图4：(A)在PAA膜表面修饰不同浓度DNA链的电流曲线。(B)为在-1V时对应的电流绝对值。DNA S1的浓度梯度分别为2.5μM、5μM、10μM、20μM、30μM。

图5：(A)MMP-2切割PAA膜表面胶原-DNA复合物的电流离子曲线。(B)在-1V时对应的电流绝对值。其中MMP-2反应时间分别为0、10、20、40、60min。

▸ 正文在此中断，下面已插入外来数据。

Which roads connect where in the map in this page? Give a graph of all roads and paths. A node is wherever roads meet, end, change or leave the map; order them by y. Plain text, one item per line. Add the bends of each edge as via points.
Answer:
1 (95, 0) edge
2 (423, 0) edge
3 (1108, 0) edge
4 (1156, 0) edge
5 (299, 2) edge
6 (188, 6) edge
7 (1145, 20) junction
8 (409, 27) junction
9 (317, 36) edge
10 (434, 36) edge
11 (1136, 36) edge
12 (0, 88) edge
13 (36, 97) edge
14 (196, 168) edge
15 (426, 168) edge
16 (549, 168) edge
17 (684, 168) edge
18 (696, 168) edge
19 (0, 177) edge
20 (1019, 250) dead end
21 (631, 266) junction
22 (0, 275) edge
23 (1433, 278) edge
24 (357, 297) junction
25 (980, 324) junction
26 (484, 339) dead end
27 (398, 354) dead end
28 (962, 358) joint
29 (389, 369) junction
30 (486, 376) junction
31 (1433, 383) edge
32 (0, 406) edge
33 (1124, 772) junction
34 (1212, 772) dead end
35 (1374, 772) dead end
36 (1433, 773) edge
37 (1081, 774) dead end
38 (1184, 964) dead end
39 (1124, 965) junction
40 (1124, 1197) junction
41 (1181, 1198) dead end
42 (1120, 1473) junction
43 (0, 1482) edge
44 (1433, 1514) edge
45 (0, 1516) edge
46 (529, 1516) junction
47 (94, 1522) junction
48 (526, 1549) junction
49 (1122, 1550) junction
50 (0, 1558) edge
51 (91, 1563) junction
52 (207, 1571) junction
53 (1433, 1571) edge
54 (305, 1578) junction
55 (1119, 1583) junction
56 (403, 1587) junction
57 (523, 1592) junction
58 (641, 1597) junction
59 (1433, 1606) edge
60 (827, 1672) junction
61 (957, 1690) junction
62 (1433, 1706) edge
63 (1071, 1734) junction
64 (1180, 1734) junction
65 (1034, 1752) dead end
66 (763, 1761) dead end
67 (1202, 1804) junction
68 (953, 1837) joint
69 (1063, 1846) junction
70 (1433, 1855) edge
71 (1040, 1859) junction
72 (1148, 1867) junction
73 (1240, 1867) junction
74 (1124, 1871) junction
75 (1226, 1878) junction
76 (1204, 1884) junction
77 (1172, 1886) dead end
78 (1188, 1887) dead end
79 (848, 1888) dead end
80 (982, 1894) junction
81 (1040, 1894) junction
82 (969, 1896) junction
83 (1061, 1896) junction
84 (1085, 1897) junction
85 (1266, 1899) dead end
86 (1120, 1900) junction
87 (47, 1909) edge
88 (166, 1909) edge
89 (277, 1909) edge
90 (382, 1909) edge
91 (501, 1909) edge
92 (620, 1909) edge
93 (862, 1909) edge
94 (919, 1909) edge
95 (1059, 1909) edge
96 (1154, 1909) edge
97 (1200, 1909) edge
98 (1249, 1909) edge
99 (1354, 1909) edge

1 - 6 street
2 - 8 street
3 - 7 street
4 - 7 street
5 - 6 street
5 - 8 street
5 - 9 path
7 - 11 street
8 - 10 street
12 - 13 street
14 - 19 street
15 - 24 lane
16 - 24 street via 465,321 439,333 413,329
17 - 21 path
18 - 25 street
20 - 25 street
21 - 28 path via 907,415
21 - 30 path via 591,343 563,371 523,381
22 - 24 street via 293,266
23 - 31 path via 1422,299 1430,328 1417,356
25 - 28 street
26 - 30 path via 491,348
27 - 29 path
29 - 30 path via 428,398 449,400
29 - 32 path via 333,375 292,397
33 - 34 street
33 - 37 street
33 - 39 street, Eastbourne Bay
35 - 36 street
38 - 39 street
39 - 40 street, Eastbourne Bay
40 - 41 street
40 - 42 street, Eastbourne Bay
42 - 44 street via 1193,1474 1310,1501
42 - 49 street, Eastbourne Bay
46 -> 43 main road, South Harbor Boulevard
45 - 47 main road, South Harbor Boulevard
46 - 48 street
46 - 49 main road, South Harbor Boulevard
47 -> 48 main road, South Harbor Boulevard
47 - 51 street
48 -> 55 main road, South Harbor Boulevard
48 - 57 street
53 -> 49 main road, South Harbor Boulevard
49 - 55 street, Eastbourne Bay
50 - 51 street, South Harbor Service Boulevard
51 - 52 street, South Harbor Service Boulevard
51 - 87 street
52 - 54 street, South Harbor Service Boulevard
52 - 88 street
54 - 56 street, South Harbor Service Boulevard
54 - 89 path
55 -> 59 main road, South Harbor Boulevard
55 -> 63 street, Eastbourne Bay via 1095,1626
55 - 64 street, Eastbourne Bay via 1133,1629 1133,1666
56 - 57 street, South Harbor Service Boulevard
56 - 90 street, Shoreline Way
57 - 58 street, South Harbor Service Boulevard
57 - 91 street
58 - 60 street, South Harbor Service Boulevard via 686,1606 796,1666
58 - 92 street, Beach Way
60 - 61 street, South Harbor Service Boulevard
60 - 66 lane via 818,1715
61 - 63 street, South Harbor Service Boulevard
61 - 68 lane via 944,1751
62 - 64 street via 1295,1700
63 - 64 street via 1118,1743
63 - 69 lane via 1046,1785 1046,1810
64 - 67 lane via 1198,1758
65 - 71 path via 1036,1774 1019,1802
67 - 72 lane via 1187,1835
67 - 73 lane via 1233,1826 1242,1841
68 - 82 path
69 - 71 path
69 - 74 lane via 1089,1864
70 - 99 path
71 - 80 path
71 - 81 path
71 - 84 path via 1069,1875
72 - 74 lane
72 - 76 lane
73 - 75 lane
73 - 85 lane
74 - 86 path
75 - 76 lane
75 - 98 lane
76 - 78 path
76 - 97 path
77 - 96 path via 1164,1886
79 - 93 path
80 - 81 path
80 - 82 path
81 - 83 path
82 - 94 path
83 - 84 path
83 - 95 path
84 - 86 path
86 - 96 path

图6：(A)不同浓度MMP-2(pg/μL)处理PAA膜的电流曲线，浓度梯度为0，2.5，5，50，200，2000，10000，20000pg/μL。(B)不同浓度MMP-2处理PAA膜的对应的电流值的校准曲线。插图：校准曲线与miR-21浓度在10到1000fM之间对数的线性关系图(使用对数X轴缩放)。

图7：(A)不同含量细胞培养液处理PAA膜的离子整流曲线，含量梯度为0，10，50，100，200，500，1000，2000μL。(B)离子整流曲线与不同含量细胞培养液的校准曲线。插图：校准曲线与细胞含量在0到2000μL之间对数的线性关系图(使用对数X轴缩放)。

图8：生物传感器的选择性。每个检测体系所使用对象含量都为1000pg/μL。误差棒表示三次实验的标准差。